UPDATED: Feb. 28, 2014, at 4:05 a.m.
Rhodes Scholars Phillip Z. Yao ’13 and Julian De Freitas, who graduated from Yale last year, have announced plans to run the Pyongyang Marathon in North Korea on April 13.
Yao and De Freitas said that they do not have political motivations for running the marathon.
“Our campaign focuses on promoting an active lifestyle,” Yao and De Freitas wrote in an email. “It is around this time of year that many people begin to break their New Year's resolutions, and we hope our getting up to run a marathon in North Korea inspires people to keep to their resolutions and to be more active in their lives. Our message is not political, and our run should not be seen as an endorsement of anything political.”
As of the last update to its website on November 19, 2013, the U.S. Department of State “recommends against all travel by U.S. citizens to North Korea.”
Despite the warning, the duo explained that they decided to run because “the Pyongyang Marathon is open to amateur runners from all countries for the first time in its history.”
The two are running the marathon to raise money for the Anna Foundation, which “promotes education and physical activity among youth in rural areas of South Africa,” they wrote in the email. De Freitas, who is now studying experimental psychology at Oxford, is originally from South Africa.
“We felt that running a more dramatic marathon could help raise more money for the organization we are supporting, the Anna Foundation,” they wrote.
Yao and De Freitas are fundraising for the trip using Indiegogo, a crowdsourcing website. They have set a goal of raising $8,000, some of which will pay for the trip and some of which will contribute to the Anna Foundation. At press time, they had raised $1,079. The campaign ends on March 29.

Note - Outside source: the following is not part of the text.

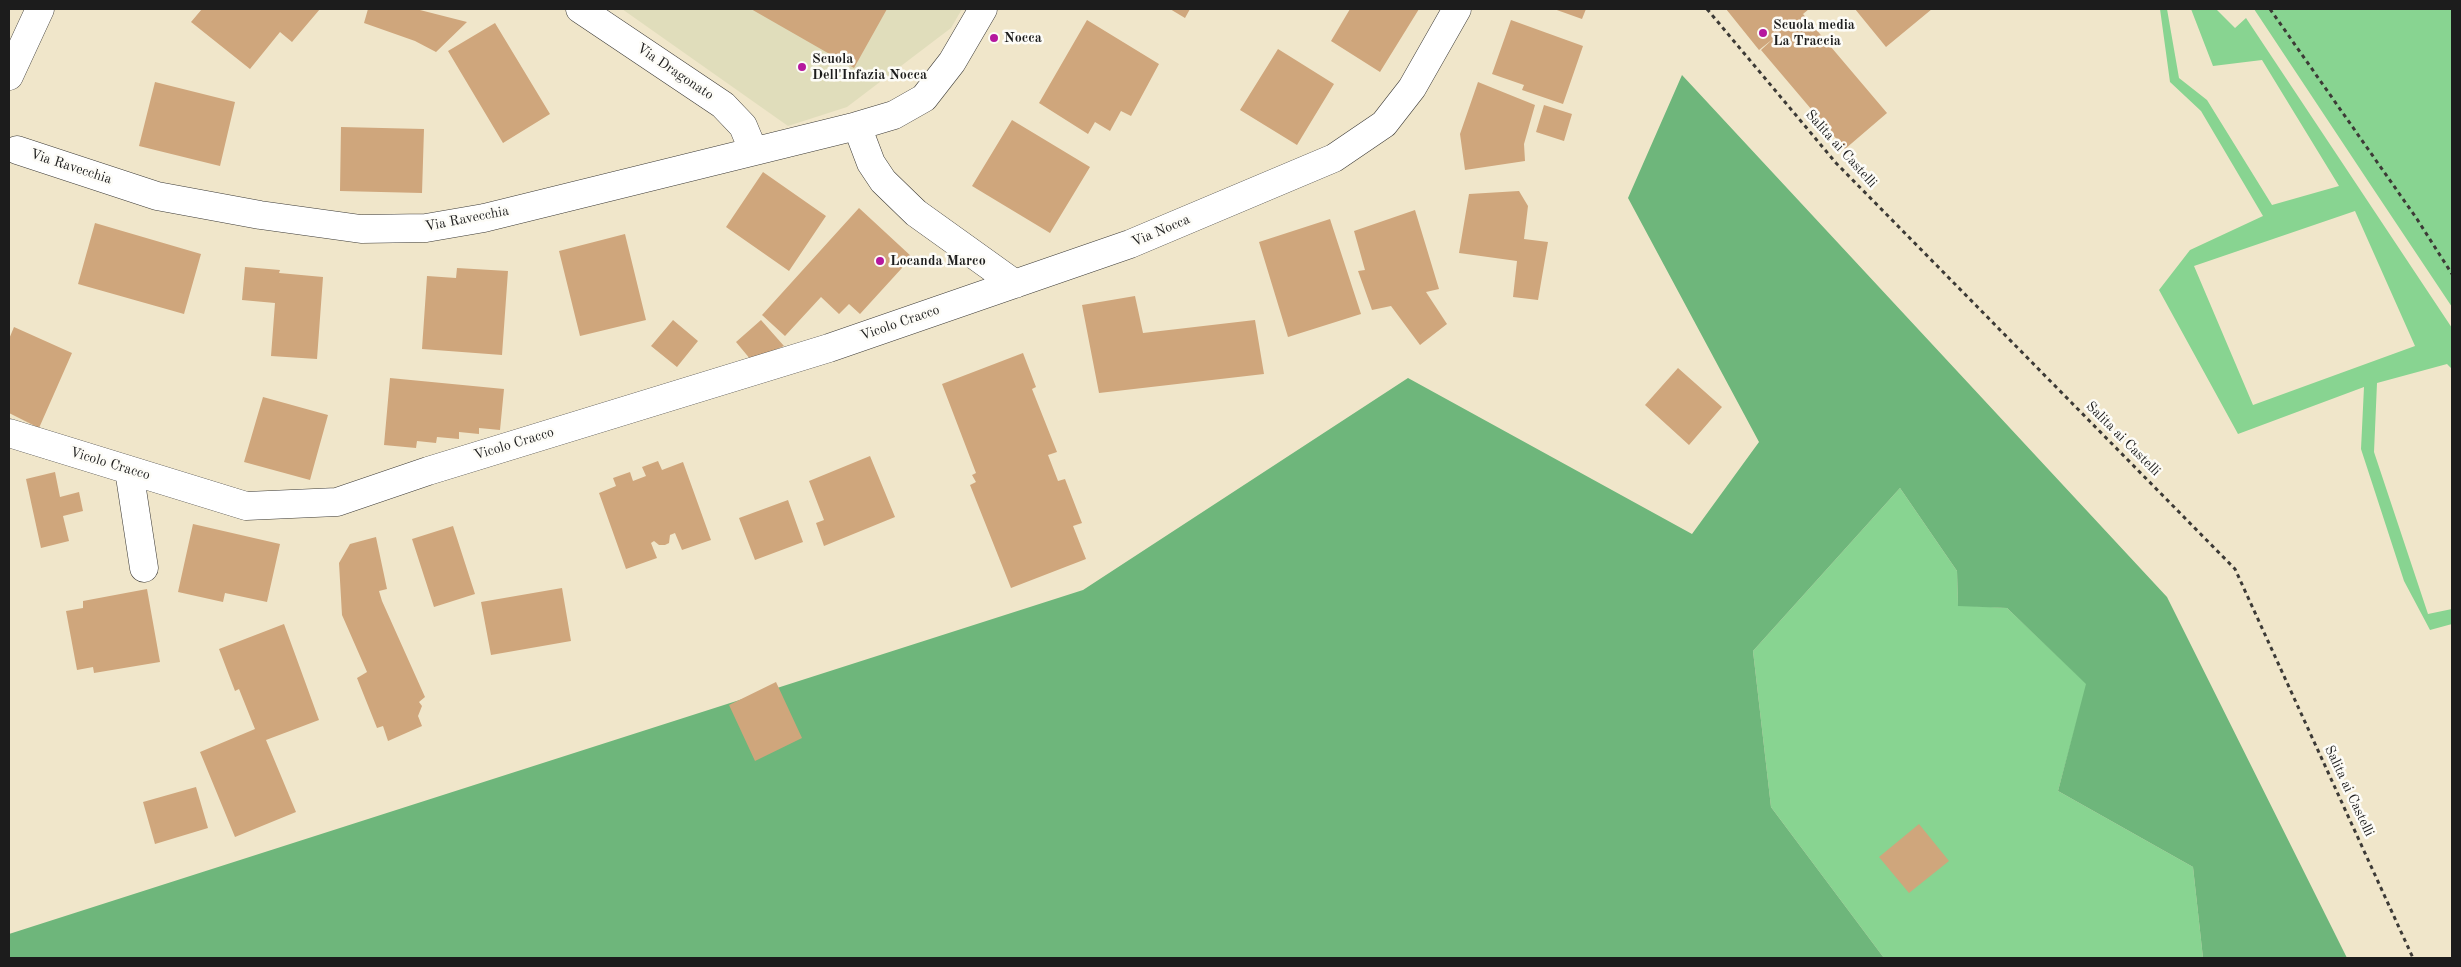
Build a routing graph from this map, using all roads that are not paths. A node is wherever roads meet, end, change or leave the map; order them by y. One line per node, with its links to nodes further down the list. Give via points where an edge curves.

The pair plans to travel to North Korea with the Beijing-based agency Koryo Tour which, according to its website, specializes in travel to North Korea.
Yao and De Freitas have been given “tentative approval” to film their run using GoPro cameras.
Yao, a physics concentrator and one of Fifteen Minutes Magazine's Fifteen Most Interesting Seniors of the Class of 2013, said his time at Harvard had prepared him to travel to North Korea, a place considered hostile to foreigners.
“Our universities have taught us in part that building bridges in a difficult situation can potentially be more effective than staying on respective sides of a river,” Yao and De Freitas wrote.